Sergei was a real scientist, a rarity in the Commonwealth, orphaned when his father was killed fighting in Afghanistan, and raised by Dimitri and his wife.
The younger Russian bowed deeply and kissed the Colletta's hand; Anthony Bosco followed suit with the Batyushkov, and then the juniors shook in the gesture of equals.
“But come,” Giovanni said, indicating the table. “Drink; eat; honor my house by using it as your own.”
The men seated themselves. Giovanni lifted a small frosted glass of chilled vodka, looked the Batyushkov straight in the eye and said:
“Za nas!”
He breathed out through his mouth and tossed the cold spirits back, a streak of chill fire down his gullet.
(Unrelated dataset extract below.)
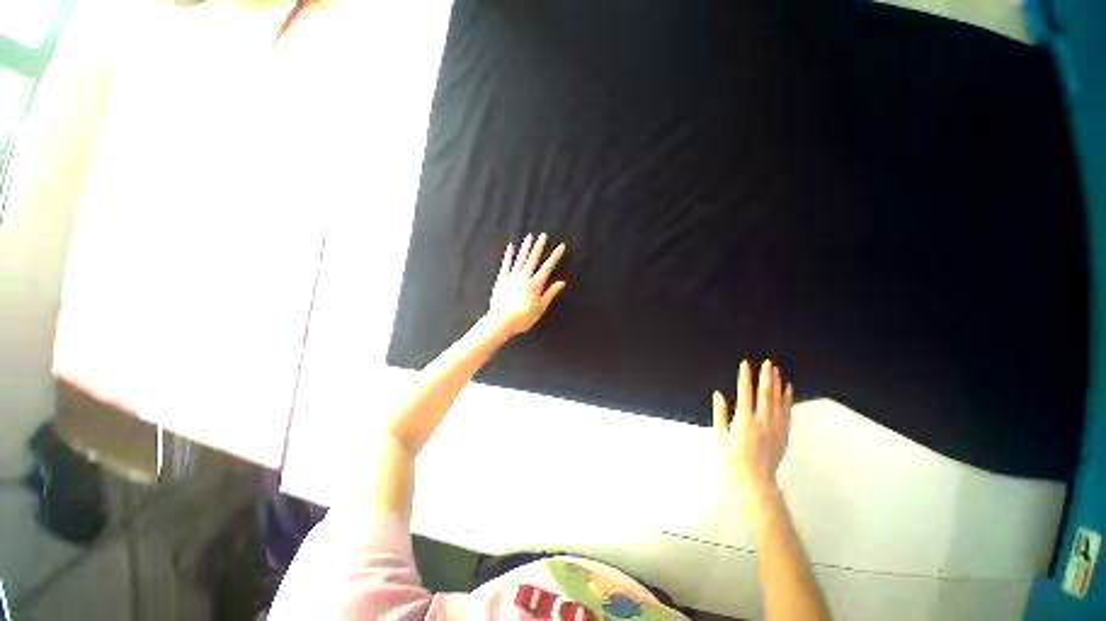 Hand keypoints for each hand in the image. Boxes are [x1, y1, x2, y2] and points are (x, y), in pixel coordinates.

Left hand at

The Russian drank his in the same manner and replied: “
Za nas
—to us, indeed!” Then, with an unfeigned smile: “
Khorosha chertovka.
Damned good drink!”
“From FirstSide,” Giovanni said. “Stolichnaya—Dovgan.”
“You were well-advised: an excellent brand.”
The two men smiled at each other, neither under any illusions that they were bosom friends, but more relaxed; young Sergei opened his leather-covered instrument case and did a quick, discreet check of the office while the Primes conferred.
All in the game,
Giovanni thought, putting down the vodka glass and using chased-silver tongs to transfer some of the ham to his plate while the Russian scooped caviar onto rye toast.
Batyushkov showed deference by coming to Colletta Hall and Giovanni's office; Giovanni showed respect by closeting himself with the Batyushkov on equal terms, and taking the effort to learn Russian drinking rituals.
Who knows, they may spread! If there is one thing in which Russians excel, it is drinking, after all.
For that matter, making the Batyushkovs one of the Thirty Families, with a seat on the committee and a share in the Commission's revenues, was itself a gesture by the established Family lines. Batyushkov had been helpful in recruitment, and in establishing contacts with post-Soviet Russia's burgeoning commercial demimonde; that eased the perennial problem of laundering the Commonwealth's minerals and gems on FirstSide. It had enabled the Commission to step up shipments quite substantially, more than compensating for one more minimum Family share of the take.
Still, there had been no absolute necessity to put him on the committee.
Yet there were several thousand Russians in the Commonwealth now, and they had been very useful in this land-rich, labor-starved economy. Inevitably they were still mostly at the bottom of the occupational pyramid, working in factories, mines, fishing boats, farms. Knowing that one of their own had been raised to the highest circles of power was likely to ease their adjustment to New Virginia's unfamiliar society; and a Russian member in the Thirty Families could jump-start several hundred of his compatriots up the ladder of preferment and patronage.